** DATA follows **

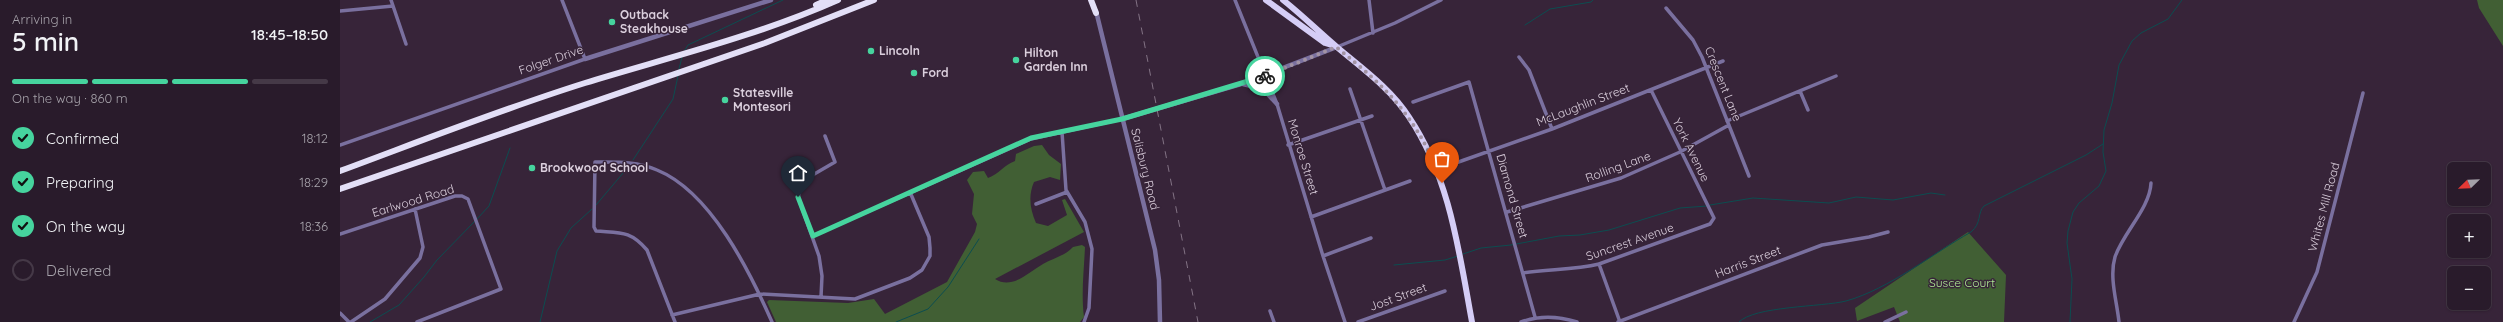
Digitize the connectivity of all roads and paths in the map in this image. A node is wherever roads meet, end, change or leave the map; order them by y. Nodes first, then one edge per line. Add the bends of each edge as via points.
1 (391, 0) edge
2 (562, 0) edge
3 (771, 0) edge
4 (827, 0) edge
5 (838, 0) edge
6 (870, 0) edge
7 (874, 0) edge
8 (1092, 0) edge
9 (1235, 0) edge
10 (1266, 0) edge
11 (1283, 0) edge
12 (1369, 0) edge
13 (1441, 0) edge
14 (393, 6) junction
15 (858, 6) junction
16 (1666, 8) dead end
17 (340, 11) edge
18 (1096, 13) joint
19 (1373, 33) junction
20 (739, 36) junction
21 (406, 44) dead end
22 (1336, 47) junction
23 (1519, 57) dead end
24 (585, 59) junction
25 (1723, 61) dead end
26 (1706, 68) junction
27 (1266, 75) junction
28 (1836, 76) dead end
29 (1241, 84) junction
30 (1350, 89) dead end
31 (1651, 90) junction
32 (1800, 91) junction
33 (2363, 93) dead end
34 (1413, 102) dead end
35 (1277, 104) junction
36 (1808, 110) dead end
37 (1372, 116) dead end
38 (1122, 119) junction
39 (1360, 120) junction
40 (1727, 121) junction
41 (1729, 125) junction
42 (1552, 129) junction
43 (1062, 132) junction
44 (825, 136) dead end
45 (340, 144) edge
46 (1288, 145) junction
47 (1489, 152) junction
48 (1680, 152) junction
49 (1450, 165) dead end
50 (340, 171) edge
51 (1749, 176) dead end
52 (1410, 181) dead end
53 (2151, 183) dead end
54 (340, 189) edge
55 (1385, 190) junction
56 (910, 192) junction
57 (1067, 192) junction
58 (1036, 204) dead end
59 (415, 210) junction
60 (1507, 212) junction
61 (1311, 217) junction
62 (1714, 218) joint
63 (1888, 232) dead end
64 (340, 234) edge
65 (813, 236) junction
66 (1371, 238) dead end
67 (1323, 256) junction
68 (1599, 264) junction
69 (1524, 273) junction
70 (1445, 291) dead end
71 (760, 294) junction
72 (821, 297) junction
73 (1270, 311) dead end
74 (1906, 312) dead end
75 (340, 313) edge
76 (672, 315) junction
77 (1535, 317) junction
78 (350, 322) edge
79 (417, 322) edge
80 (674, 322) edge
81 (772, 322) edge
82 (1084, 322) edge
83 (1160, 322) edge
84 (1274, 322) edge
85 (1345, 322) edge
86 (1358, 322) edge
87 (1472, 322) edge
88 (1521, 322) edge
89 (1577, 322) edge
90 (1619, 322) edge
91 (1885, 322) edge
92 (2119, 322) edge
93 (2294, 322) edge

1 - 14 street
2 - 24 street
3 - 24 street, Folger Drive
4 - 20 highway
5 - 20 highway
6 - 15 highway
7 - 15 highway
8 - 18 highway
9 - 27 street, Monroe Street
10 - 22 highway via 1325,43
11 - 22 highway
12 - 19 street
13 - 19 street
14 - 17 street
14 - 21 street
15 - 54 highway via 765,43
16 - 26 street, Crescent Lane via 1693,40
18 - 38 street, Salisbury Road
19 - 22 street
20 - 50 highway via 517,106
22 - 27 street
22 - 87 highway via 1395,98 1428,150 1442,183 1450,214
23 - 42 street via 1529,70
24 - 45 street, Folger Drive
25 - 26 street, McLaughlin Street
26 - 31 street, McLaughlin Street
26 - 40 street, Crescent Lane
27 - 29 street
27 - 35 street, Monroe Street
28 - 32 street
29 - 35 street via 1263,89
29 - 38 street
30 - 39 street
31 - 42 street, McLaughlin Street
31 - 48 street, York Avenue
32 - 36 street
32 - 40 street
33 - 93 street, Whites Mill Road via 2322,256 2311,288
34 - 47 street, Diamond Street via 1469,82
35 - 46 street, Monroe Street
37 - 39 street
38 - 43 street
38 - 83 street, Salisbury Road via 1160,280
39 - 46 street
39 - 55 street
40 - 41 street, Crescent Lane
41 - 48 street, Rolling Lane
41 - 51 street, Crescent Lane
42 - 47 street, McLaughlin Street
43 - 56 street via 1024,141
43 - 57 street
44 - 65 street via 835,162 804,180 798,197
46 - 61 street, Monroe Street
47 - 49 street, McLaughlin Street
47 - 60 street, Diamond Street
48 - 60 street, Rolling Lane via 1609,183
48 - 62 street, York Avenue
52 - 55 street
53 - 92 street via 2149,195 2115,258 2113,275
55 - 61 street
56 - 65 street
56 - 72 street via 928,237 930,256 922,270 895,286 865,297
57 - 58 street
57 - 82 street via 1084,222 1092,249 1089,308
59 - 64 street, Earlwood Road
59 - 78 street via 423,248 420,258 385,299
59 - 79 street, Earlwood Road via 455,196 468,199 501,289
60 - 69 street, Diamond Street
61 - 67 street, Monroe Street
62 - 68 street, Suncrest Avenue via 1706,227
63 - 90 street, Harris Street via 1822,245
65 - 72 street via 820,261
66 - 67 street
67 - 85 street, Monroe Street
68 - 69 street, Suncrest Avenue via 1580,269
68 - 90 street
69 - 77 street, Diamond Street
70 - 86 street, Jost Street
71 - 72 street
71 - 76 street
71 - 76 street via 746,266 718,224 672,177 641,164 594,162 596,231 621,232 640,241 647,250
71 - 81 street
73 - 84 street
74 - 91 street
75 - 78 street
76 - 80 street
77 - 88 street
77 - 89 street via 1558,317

** End of DATA **
** DATA follows **

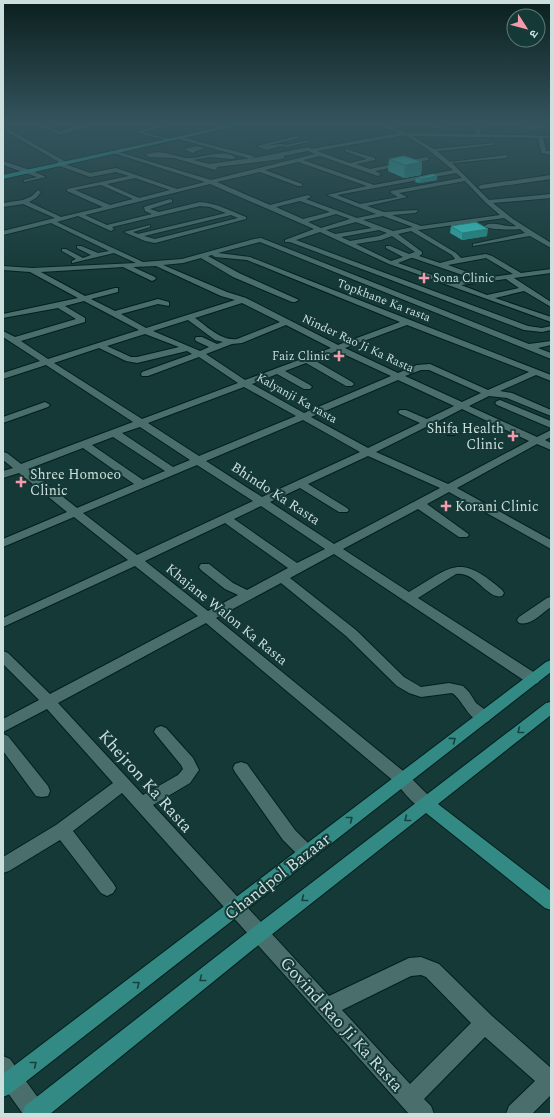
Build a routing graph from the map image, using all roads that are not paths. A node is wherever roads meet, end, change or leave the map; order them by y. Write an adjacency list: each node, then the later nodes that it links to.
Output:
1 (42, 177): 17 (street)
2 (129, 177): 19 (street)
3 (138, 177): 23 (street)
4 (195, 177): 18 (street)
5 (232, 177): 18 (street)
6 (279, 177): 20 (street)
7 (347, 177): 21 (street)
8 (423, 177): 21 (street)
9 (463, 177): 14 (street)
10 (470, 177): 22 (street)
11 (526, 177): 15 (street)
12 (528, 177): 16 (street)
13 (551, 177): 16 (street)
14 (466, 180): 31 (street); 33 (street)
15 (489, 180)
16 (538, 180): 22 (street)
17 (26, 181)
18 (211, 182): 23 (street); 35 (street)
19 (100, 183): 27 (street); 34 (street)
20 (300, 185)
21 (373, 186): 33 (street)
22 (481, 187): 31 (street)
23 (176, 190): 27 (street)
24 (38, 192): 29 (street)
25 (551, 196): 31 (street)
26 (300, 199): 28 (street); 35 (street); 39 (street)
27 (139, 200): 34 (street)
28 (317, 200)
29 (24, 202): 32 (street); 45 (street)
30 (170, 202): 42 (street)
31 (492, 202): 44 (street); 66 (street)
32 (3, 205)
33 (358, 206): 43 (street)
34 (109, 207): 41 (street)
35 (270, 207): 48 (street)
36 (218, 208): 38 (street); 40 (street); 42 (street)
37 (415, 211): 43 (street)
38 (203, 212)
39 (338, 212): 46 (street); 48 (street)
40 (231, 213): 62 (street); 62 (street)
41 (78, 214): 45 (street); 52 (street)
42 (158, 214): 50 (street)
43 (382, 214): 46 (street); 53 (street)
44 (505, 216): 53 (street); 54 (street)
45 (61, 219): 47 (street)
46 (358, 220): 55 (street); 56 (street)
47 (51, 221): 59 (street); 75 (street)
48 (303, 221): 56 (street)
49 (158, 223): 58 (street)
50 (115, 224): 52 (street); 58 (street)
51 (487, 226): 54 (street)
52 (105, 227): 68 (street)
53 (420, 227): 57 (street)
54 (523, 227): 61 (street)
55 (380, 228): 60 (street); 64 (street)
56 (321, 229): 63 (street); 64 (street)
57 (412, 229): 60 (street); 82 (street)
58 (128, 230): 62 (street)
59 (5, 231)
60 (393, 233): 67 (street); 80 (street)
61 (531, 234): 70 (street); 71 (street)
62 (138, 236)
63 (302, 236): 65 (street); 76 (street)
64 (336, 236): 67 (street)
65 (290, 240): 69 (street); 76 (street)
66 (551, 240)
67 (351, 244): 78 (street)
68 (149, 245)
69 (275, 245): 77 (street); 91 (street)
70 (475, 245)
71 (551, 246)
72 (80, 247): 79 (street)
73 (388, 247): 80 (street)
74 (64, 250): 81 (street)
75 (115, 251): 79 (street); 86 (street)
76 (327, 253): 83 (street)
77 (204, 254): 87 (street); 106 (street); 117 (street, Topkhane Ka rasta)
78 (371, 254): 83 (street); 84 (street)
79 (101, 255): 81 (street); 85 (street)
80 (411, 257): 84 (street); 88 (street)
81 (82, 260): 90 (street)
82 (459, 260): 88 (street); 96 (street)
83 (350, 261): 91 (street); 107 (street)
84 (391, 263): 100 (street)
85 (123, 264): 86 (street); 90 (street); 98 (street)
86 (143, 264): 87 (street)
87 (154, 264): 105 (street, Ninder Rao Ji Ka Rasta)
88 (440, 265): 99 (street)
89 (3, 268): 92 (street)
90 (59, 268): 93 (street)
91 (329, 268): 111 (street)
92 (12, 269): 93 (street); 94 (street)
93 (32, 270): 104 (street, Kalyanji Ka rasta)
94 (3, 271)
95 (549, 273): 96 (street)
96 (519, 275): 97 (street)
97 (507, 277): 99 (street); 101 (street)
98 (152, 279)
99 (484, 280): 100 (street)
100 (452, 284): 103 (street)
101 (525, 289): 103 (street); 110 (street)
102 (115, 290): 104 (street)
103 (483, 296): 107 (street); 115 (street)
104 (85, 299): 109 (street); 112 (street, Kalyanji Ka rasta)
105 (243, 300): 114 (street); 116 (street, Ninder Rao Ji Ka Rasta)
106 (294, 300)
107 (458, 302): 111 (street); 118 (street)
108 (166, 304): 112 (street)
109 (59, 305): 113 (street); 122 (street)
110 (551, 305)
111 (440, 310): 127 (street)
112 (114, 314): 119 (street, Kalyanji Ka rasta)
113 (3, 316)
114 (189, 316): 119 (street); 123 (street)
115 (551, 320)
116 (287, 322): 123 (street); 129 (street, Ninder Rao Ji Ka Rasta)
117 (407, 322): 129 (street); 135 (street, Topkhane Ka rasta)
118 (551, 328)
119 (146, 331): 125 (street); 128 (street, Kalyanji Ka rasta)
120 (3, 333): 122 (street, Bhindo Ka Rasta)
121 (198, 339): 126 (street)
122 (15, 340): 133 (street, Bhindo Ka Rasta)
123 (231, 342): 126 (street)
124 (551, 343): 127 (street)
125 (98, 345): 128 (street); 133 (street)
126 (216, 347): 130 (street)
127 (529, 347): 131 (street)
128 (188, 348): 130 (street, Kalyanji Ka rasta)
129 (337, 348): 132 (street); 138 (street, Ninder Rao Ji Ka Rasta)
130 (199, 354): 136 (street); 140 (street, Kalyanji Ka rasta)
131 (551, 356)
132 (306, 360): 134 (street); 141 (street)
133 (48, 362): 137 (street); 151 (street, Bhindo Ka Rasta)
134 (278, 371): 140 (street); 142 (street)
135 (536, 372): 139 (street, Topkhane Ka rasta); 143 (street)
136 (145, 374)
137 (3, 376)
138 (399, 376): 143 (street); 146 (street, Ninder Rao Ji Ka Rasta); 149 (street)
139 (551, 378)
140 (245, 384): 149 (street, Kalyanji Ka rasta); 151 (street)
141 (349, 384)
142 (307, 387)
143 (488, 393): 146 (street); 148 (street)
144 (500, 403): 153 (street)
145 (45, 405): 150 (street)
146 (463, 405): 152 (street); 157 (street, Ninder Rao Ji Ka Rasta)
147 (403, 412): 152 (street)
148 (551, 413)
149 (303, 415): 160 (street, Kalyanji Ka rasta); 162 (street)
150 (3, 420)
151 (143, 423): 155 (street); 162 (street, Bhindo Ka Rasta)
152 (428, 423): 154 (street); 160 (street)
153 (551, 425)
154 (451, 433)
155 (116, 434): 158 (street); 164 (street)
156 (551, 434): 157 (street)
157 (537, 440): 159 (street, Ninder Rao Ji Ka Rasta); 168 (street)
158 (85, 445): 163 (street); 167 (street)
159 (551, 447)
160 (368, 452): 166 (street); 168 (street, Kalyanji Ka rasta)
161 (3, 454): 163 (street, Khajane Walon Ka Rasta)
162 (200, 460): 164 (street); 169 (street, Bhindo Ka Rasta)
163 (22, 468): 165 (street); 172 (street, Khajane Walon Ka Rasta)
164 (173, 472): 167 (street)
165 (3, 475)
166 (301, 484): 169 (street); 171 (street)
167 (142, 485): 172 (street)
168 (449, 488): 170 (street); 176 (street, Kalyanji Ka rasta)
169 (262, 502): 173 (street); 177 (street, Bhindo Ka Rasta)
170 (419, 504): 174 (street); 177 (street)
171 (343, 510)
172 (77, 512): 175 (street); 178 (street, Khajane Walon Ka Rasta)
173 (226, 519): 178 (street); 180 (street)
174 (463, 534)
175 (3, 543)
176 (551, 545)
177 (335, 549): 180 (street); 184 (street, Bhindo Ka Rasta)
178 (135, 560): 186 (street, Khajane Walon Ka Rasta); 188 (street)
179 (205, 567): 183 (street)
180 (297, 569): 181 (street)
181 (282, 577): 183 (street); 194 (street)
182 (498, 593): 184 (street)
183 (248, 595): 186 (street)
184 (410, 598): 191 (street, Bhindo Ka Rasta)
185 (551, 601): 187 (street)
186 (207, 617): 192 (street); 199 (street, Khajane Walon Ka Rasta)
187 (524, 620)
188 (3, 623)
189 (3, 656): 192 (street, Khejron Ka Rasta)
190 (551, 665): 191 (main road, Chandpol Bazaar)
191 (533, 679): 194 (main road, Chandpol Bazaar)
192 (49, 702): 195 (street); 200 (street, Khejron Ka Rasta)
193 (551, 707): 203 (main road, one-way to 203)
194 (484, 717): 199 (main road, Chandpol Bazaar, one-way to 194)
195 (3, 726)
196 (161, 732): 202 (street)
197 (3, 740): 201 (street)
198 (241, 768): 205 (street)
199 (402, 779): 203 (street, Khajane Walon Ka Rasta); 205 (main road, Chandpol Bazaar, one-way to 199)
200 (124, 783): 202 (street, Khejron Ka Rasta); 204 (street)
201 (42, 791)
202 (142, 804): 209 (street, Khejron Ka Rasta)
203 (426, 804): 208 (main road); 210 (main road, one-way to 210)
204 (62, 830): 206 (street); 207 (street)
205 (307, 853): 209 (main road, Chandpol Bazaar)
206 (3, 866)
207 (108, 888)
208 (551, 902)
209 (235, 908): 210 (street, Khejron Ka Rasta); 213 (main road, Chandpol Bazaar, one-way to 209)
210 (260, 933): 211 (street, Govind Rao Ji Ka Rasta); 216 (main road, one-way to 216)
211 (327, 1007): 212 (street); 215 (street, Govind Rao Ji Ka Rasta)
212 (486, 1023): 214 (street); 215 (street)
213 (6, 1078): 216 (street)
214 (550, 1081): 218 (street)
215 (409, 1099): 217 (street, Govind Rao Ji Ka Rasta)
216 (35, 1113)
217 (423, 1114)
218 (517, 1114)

** End of DATA **

*PROBLEM STATEMENT*
Your task is to find each line in the entries that contains the string "Earlwood" and copy it.

*RESPONSE AREA*
59 - 64 street, Earlwood Road
59 - 79 street, Earlwood Road via 455,196 468,199 501,289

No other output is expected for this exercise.